The question is what can you make people believe you have done.
Arthur Conan Doyle
I have been struggling with perceptions lately. And because I make no qualms about the fact that this corner of the interweb is also my therapist, minus the hemp skirt and Birkenstocks, I shall explain:
There is a boy currently in two of my classes. I met said boy for the first time last semester, despite the fact that we are both graduating this year with the same major. He seemed nice, and still does in some ways. There are two things you should know: 1. Boy seems to overextend himself. I don't know if he was behind or what, but he seems to take a zillion credits in an attempt to get done what the rest of us seniors have by now. 2. Earlier this semester, Boy found out he was accepted to the grad school of his choice. I won't go into specifics regarding his career choice, but let's just say it is a place where you become a doctor. Only not for humans.
The professors swoon. They rant. We had a party, complete with cake, after class one day to celebrate his acceptance. We've clapped for him. More than once. There seem to be no end to the backslapping and accolades.

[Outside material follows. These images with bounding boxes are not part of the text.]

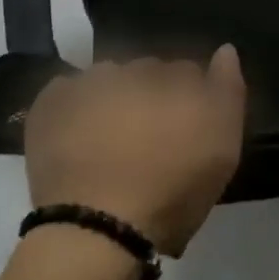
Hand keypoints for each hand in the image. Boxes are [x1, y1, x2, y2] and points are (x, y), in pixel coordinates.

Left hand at [21, 47, 246, 257]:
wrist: (97, 229)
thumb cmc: (172, 193)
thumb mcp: (223, 150)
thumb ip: (228, 92)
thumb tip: (225, 50)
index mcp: (180, 79)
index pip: (190, 72)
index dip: (191, 101)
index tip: (186, 132)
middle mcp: (136, 70)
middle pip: (150, 72)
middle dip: (153, 94)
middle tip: (150, 138)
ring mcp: (90, 83)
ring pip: (110, 77)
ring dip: (115, 96)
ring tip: (111, 138)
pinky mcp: (50, 103)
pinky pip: (69, 90)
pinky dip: (76, 105)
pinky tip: (78, 135)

Here is where the problem lies: Boy and I have been grouped together in one class all semester. And he has done, well, nothing. Because I want to do well, I work hard. For the both of us, apparently. He is essentially skating by on grades I have earned. I send him portions of projects to contribute to, he emails them back untouched. I stay up all night completing "group" work and he takes the credit. He shows up late to group meetings taking place at obscure times because that is the only time he can meet. He asks me for my old exams from past classes and answers to homework questions. Not only that, he requests them . . . as if I have an obligation to share. I have not obliged.
Golden Boy is a deadbeat.
I have a kiddo, a husband, and a full course load. I get my homework done. I work hard. Enlighten me as to why his time and success is more important than mine?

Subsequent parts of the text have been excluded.